We provide scripts for generating the LB1, LB2 and LB4 datasets (requires the TADPOLE datasets spreadsheet downloadable from ADNI). See the official TADPOLE github repository, under the folder "evaluation", explained in the README and Makefile. In the repository we also provide the scripts that compute the performance metrics and create the table itself (for transparency). The Makefile shows how the scripts should be run and can also be used to run the full pipeline using 'make leaderboard' (for a leaderboard submission) or 'make eval' (for a full TADPOLE submission, i.e. non-leaderboard). Before running the Makefile, don't forget to update the MATLAB path at the beginning of the Makefile. If you need further assistance with generating the datasets, do not hesitate to contact us on the Google Group.
The leaderboard is currently LIVE and is updated every hour. We encourage TADPOLE participants to try the leaderboard first, before making a proper submission.
- Participants are NOT allowed to cheat by fitting their models on the prediction dataset (LB4) or by using any information from the LB4 entries. There are no prizes associated with the leaderboard. This is just a space for participants to compare their model performance while the comperition is running.
- Participants can make as many leaderboard submissions as they like, which should include an index at the end of the submission file name.
- Participants should name their submission as 'TADPOLE_Submission_Leaderboard_<YourTeamName><SubmissionIndex>.csv'. This will enable our script to pick up the submission file automatically. Example names: TADPOLE_Submission_Leaderboard_PowerRangers1.csv or TADPOLE_Submission_Leaderboard_OxfordSuperAccurateLinearModelWithAgeRegression5.csv. No underscores should be included in team names.

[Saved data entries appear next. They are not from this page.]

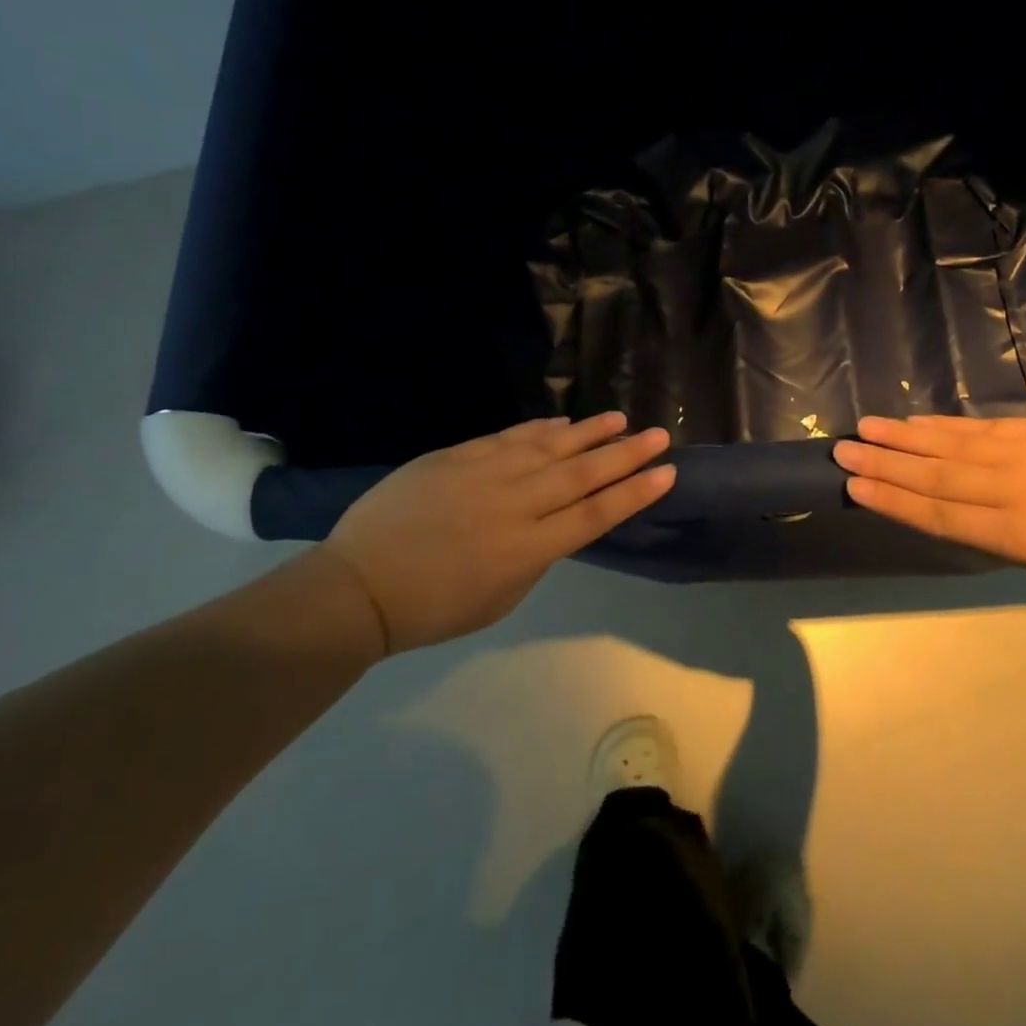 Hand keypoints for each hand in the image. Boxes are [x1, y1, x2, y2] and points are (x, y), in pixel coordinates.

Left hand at [317, 412, 674, 654]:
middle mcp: (516, 505)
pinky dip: (539, 428)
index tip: (666, 473)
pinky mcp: (458, 456)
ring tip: (618, 417)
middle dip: (625, 454)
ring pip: (550, 446)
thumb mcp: (500, 597)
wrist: (359, 584)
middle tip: (658, 434)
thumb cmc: (432, 608)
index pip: (596, 515)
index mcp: (528, 549)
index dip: (633, 493)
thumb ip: (535, 556)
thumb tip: (554, 522)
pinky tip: (562, 422)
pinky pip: (509, 437)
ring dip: (588, 431)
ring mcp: (486, 474)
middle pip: (582, 474)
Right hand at [832, 415, 1025, 587]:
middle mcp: (1009, 491)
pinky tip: (917, 421)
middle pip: (934, 476)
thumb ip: (992, 533)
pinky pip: (981, 427)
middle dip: (884, 464)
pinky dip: (945, 424)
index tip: (855, 487)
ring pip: (951, 446)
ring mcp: (1022, 456)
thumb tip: (944, 507)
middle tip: (843, 451)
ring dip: (905, 437)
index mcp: (1011, 534)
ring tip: (867, 428)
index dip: (893, 500)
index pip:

- Participants don't necessary have to make a leaderboard submission in order to find their results. The script that computes the performance metrics for the leaderboard dataset (evalOneSubmission.py) is provided on the github repository. Users can run the script on their local machine, make changes to their model, and submit a leaderboard entry when ready.
The following scripts need to be run in this order:
- makeLeaderboardDataset.py - creates the leaderboard datasets LB1 (training), LB2 (subjects for which forecasts are requires) and LB4 (biomarker values for LB2 subjects at later visits). Also creates the submission skeleton for the leaderboard TADPOLE_Submission_Leaderboard_TeamName.csv
- TADPOLE_SimpleForecastExampleLeaderboard.m - generates forecasts for every subject in LB2 using a simple method. Change this file in order to
- evalOneSubmission.py - evaluates the previously generated user forecasts against LB4
If everything runs without errors and step 3 prints out the performance measures successfully, your leaderboard submission spreadsheet is ready to be uploaded via the TADPOLE website. You must be registered on the website, and logged in, in order to upload via the Submit page.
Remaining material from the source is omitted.